Is it weird to be afraid of coming out to people you know aren't homophobic?
Like I know my friends won't hate me if I come out like my family will but the thought of it still makes me uncomfortable.
same. i have difficulty making myself vulnerable to people in general, and it feels like an extension of that.
Coming out isn't just getting through the wall of fear of direct homophobia. It's also getting through the wall of fear of loss of privilege that being assumed to be hetero-cis provides because anything that is not hetero-cis has an inherent lesser social status. Even without it, there's an internal barrier created because of the obvious risk that represents.
i would also add: there's a wall of trying to redefine who you are in everyone else's eyes. there is a real fear of judgement even from people who have nothing against gays. because even if they're ok with gays in general, they may have negative reactions or thoughts about you specifically being gay. you see this all the time with parents especially - they're ok with gays, just as long as it's not their own kids
I never came out, just watched my family and friends get increasingly confused as I grew a mustache and started dating guys and girls
To the fellow with autism who posted here and deleted their comment while I was mid-way through reading it - I wish I could have finished. I care about your experience but I respect your choice to decide not to share it.
Until I'm in a (stable) relationship there is nothing to gain and everything to lose from coming out to my family. Even if everything goes fine it's a massive unnecessary risk.
This is totally sentimental but: you are ready, it is your family that is not ready.

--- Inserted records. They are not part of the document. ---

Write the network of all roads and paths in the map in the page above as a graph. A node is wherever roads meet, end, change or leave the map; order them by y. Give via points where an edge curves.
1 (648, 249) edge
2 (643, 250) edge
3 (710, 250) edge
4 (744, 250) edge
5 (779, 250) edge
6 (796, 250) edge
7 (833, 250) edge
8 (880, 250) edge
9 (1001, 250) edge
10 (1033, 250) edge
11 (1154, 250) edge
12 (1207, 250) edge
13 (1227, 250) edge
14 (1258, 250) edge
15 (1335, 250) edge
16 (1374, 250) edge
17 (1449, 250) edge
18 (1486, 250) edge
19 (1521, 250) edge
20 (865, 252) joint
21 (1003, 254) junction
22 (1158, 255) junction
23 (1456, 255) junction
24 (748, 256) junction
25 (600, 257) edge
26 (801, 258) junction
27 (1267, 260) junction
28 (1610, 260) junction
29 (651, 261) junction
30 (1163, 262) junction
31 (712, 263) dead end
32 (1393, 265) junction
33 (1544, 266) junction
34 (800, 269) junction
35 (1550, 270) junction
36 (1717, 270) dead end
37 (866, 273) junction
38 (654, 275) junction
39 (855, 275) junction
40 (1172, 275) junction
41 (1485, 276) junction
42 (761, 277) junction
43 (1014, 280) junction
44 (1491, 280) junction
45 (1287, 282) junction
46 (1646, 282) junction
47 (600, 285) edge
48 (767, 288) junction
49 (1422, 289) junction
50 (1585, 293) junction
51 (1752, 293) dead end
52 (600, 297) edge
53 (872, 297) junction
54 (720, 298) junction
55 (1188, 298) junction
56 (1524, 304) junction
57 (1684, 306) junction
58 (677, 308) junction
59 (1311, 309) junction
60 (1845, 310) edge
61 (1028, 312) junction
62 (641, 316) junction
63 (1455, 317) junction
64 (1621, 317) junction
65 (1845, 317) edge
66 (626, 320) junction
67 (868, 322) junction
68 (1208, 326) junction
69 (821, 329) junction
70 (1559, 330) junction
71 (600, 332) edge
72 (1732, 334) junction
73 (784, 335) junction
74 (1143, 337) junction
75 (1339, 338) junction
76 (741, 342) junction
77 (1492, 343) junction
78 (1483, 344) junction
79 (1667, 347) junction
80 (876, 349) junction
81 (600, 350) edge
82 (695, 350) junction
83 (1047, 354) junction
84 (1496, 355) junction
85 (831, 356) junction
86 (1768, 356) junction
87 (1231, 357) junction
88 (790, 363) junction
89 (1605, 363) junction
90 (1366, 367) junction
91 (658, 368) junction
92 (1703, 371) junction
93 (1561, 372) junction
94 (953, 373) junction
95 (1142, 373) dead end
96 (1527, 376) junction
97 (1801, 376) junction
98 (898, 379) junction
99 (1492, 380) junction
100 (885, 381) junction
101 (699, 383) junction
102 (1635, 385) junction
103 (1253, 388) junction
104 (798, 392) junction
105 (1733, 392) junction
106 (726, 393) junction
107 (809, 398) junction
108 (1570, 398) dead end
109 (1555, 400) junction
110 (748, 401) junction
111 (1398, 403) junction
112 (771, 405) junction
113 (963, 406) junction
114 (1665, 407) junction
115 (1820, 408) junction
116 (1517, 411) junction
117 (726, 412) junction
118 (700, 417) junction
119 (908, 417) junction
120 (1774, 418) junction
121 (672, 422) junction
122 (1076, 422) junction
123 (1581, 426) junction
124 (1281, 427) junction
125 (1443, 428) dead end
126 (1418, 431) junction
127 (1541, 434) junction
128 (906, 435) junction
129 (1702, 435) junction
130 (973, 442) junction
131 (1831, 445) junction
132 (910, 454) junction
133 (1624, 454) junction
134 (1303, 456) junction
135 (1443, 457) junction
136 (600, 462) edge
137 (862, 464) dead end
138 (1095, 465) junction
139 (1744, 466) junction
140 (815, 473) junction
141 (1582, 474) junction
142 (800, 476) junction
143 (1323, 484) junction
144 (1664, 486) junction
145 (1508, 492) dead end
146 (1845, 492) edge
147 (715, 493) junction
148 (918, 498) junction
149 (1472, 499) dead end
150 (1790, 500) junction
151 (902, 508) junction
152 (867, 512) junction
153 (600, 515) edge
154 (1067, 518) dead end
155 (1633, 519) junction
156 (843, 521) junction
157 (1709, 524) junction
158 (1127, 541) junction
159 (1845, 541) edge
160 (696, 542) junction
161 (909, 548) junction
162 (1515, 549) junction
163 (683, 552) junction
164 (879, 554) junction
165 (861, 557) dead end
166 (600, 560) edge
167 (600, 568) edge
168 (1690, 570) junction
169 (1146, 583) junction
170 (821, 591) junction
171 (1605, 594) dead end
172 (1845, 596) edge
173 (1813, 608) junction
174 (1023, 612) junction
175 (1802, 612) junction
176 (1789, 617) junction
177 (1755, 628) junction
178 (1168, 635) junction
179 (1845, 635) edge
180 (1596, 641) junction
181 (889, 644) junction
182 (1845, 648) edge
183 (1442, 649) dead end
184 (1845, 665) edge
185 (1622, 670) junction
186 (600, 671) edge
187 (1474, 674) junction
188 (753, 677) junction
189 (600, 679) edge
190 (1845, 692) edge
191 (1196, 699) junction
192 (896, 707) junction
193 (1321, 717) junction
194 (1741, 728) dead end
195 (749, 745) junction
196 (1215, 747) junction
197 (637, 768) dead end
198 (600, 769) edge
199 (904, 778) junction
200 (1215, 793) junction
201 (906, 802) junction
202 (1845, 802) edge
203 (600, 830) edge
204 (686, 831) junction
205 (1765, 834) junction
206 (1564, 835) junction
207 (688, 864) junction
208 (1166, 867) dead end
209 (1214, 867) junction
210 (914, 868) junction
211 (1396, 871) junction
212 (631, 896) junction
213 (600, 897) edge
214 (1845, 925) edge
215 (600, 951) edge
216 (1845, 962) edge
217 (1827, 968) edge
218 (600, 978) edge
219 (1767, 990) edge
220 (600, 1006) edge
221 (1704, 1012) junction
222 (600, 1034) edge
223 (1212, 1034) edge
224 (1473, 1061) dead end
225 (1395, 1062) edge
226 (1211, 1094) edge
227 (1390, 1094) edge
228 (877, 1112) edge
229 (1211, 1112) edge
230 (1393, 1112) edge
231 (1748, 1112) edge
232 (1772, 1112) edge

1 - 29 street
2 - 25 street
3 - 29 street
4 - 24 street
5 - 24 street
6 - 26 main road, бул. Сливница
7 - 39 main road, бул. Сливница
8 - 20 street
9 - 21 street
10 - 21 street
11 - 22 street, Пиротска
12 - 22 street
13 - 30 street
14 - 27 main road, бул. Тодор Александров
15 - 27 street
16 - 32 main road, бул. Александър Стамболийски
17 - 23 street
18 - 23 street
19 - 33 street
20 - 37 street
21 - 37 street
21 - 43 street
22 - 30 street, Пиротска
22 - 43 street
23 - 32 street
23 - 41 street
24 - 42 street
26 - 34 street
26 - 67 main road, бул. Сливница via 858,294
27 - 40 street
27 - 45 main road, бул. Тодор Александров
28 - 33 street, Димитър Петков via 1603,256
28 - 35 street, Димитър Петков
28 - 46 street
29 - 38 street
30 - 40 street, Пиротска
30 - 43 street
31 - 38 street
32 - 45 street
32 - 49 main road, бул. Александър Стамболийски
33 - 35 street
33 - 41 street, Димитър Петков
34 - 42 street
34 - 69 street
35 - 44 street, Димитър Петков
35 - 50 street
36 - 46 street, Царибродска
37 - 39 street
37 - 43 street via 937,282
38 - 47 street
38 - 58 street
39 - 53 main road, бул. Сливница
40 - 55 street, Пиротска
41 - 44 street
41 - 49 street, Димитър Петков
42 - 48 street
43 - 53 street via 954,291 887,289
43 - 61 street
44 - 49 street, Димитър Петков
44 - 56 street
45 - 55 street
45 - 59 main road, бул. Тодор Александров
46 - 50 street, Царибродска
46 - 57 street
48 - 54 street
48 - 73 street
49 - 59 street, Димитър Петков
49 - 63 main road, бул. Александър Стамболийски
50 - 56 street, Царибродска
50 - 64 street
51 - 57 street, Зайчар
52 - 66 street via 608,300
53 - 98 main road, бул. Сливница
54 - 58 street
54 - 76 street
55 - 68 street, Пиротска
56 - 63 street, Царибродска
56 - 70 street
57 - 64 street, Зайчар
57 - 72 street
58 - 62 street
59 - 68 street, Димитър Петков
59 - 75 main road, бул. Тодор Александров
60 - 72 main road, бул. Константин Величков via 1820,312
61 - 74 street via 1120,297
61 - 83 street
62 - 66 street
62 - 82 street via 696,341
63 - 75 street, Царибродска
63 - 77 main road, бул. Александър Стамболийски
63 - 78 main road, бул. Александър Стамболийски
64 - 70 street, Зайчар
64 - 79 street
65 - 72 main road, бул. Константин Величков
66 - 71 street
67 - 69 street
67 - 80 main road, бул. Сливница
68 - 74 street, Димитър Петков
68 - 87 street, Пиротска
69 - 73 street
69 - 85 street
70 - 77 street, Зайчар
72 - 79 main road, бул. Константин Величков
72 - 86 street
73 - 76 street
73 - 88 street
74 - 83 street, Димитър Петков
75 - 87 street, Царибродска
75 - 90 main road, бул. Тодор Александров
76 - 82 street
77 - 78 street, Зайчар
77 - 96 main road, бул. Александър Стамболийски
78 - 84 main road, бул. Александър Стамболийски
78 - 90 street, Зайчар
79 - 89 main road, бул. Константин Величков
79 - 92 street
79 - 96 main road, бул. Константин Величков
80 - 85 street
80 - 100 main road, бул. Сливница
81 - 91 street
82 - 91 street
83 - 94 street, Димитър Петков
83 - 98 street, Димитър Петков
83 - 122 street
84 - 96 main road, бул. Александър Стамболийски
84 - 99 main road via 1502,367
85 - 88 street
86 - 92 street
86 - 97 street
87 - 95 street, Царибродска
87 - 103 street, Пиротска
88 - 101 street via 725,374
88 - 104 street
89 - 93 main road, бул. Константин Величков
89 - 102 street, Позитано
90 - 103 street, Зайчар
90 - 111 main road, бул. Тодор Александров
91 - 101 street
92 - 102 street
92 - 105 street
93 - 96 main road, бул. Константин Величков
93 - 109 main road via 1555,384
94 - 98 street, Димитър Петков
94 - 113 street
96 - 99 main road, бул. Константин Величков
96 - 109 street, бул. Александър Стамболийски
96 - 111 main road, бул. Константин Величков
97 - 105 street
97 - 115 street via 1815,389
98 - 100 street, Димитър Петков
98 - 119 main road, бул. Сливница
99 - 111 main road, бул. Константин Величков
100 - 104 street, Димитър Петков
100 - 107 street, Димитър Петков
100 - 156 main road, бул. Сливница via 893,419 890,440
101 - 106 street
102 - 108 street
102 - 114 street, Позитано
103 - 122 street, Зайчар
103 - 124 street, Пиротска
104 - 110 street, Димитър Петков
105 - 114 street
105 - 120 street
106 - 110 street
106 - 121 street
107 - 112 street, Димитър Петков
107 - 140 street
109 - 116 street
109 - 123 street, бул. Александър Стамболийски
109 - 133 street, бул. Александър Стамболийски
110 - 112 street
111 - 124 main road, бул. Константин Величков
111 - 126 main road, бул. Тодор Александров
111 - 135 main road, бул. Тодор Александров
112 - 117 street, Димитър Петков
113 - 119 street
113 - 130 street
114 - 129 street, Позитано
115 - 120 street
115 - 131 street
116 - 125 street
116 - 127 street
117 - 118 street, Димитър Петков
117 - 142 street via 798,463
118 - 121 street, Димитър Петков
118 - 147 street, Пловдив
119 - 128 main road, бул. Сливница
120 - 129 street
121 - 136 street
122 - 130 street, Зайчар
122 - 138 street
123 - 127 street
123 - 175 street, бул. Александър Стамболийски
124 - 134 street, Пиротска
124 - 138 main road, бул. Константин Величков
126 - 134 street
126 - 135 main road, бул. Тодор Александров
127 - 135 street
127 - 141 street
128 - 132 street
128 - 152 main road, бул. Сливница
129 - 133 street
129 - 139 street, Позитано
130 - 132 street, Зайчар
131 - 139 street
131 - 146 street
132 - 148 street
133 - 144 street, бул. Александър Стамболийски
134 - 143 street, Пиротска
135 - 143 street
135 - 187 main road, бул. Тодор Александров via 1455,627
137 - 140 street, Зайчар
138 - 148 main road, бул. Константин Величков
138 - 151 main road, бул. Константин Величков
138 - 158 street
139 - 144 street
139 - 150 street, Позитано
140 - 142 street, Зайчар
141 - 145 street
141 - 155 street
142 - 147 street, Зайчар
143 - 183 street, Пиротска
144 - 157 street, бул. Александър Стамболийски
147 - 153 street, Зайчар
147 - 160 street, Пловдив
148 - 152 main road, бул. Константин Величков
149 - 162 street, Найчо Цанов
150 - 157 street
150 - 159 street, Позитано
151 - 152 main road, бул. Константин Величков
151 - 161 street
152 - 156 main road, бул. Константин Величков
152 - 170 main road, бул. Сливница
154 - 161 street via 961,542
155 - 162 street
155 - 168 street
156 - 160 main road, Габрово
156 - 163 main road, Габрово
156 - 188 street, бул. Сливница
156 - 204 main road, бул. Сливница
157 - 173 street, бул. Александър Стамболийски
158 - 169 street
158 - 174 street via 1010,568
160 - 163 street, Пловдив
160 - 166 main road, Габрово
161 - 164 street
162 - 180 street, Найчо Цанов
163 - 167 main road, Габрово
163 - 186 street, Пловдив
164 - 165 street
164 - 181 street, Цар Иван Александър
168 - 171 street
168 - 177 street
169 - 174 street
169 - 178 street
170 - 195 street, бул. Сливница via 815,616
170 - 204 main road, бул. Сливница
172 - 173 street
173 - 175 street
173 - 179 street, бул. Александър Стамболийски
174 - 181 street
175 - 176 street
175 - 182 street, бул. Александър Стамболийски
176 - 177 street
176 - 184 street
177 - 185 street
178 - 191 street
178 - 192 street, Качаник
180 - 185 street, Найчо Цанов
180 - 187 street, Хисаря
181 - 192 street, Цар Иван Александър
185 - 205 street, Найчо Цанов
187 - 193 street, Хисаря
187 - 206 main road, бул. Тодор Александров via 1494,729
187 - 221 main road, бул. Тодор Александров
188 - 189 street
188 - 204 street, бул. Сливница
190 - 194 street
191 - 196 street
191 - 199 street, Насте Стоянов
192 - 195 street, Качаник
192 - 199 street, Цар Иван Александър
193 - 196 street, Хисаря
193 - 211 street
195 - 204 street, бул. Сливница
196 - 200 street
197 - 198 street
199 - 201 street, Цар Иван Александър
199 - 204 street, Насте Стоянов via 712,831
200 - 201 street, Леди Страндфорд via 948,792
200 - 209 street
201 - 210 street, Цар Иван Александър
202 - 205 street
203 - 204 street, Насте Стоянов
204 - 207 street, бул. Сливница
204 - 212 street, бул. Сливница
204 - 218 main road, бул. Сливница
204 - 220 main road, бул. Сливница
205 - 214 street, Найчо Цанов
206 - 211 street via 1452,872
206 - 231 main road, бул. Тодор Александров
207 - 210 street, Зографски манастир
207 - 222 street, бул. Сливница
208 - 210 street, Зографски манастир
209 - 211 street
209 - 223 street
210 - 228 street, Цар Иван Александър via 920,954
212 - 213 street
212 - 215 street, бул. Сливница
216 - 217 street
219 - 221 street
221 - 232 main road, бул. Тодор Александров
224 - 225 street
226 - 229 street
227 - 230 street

tough for me to come out as Bi when i ended up falling in love and marrying a woman anyway. I mean she and my closest friends know and I'll say it if it comes up but like i never posted about it on my social media except here.
edit- I'm a man btw
when? if it was yesterday oof i almost wanted to come out to some people
This is making me think of two professors in my department when I was in grad school years ago. One was a very out and proud lesbian, one was a man who many people assumed was gay but was definitely not out. She pushed him to come out, frequently and publicly. It was so bad. Nobody every did anything about it and I felt so bad for him. Like, so maybe he's gay and he doesn't want to come out for some reason. Isn't that his right?
Yes it is, and fuck anyone who decides to out someone else like that.
When I was younger, my sexuality was unclear even to me and the narrative around male bisexuality was so confusing that it wasn't even possible for me to come out to anyone. Wish I'd gotten the opportunity to feel solidarity with other queer people instead of just passing for straight all the time and feeling totally disconnected from that community of people.